Суд по поводу обыска в «Редлендсе» проходил в конце июня в Чичестере, который с точки зрения судебных порядков все еще жил в году эдак в 1930-м. Председательствовал судья Блок, которому тогда было где-то за шестьдесят, то есть примерно как мне сейчас. Это было мое первое в жизни судебное присутствие, а в таком случае никогда не знаешь, как будешь себя вести. В общем-то, выбора судья мне не оставил. Он прессовал как мог, явно старался меня спровоцировать, чтобы при любом его решении у него были развязаны руки. За то, что мои владения использовались для курения смолы конопли, я удостоился титулов «отброса» и «мрази», а также слов: «Недопустимо, чтобы такие люди разгуливали на свободе». Поэтому, когда прокурор сказал мне, что я уж наверняка был в курсе, что происходит в моем собственном доме, про всех этих голых девушек в покрывалах и тому подобном — за что меня в общем-то и упекли, -я не сделал скромный вид и не сказал «Ваша честь, мне так стыдно».
Реальный диалог выглядел так.
Моррис (прокурор). Насколько нам известно, на канапе сидела девушка, на которой не было ничего, кроме покрывала. Вы согласитесь, что при обычных обстоятельствах следовало бы ожидать, что девушке, одетой в одно лишь покрывало, было бы неловко находиться в присутствии восьми мужчин, двое из которых посторонние люди, а один — марокканский слуга?
Кит. Совсем нет.
Моррис. Вы что же, полагаете это вполне нормальным?
Кит. Мы же не старики. Мы не забиваем себе голову мелочной моралью.
За все это мне дали год в «Уормвуд Скрабе». Получилось, что я отбыл только сутки, но зацените, во сколько судья оценил мое выступление — назначил мне самое тяжелое наказание, которое сошло бы ему с рук. Я потом выяснил, что судья Брок был женат на наследнице рыбной пасты Shippam’s. Если б я знал тогда про его рыботорговку, придумал бы в ответ что-нибудь позабористей. Ну и ладно, вышло как вышло.
В тот день, 29 июня 1967 года, меня признали виновным и приговорили к двенадцати месяцам тюремного заключения. Роберт Фрейзер получил шесть месяцев, а Мик — три. Мика держали в «Брикcтоне». Меня с Фрейзером в тот же вечер отправили в «Скрабc».

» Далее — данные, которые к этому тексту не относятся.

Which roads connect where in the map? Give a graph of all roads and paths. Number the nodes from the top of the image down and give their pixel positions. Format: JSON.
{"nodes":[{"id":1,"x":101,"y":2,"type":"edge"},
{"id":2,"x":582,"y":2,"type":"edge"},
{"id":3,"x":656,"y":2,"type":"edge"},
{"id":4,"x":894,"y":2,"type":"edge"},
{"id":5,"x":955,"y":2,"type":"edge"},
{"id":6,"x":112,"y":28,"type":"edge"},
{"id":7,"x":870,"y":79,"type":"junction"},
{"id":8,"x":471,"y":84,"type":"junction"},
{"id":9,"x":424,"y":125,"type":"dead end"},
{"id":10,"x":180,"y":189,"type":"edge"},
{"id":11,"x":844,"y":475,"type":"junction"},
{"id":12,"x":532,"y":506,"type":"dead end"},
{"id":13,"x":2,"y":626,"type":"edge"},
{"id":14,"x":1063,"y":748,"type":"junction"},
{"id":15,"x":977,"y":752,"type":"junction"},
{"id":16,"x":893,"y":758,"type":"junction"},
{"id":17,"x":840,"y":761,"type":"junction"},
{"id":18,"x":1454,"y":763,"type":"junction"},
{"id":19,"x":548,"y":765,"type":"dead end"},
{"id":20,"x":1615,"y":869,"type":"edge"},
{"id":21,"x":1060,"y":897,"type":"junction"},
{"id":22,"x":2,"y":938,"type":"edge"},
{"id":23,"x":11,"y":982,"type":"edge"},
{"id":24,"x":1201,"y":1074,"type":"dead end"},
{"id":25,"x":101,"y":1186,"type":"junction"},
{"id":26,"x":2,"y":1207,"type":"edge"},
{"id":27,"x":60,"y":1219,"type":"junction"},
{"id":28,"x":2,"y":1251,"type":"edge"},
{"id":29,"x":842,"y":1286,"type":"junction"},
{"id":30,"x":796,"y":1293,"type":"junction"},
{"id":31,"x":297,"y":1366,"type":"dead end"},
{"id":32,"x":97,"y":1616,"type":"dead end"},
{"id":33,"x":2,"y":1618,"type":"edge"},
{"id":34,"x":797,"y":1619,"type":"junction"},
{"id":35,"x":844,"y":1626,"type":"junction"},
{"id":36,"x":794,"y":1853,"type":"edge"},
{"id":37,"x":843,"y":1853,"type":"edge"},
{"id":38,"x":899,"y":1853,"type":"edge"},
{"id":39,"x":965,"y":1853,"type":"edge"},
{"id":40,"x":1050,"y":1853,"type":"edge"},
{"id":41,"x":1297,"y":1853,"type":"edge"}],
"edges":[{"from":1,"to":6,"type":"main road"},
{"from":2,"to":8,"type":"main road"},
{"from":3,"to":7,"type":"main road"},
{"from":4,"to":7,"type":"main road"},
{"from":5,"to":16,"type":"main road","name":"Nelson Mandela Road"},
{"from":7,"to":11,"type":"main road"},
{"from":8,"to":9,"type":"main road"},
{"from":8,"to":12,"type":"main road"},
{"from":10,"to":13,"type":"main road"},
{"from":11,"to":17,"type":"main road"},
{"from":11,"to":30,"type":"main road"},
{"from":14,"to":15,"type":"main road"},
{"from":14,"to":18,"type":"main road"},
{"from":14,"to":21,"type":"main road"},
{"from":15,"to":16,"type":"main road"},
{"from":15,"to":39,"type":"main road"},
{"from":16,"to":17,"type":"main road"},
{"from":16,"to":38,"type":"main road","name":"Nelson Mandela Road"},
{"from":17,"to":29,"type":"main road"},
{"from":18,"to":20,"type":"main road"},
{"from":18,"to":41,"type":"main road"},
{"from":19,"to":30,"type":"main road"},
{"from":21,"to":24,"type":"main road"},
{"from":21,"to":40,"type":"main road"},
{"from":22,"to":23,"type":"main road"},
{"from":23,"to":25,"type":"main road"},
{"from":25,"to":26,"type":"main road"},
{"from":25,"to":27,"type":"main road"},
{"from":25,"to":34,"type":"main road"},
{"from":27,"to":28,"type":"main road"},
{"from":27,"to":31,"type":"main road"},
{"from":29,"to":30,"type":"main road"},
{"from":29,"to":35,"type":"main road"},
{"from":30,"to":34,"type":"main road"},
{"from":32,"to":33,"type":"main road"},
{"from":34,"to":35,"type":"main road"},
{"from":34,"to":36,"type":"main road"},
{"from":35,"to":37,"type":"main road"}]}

Не приговор, а анекдот. Это ж как они тебя ненавидят! Интересно, кто тогда нашептывал в судейское ухо. Если б он слушал мудрых советчиков, он бы сказал: что до меня, это обойдется вам в двадцать пять монет и вон отсюда, дело яйца выеденного не стоит. Задним умом понимаешь, что он вообще-то даже сыграл нам на руку. Он ведь умудрился превратить все дело в грандиозный пиар-повод для нас, хотя, по правде, «Уормвуд Скрабс» теплых чувств у меня не вызвал, пусть и всего на двадцать четыре часа. В общем, у судьи за один день получилось сделать из меня что-то вроде народного героя. С тех пор пытаюсь соответствовать.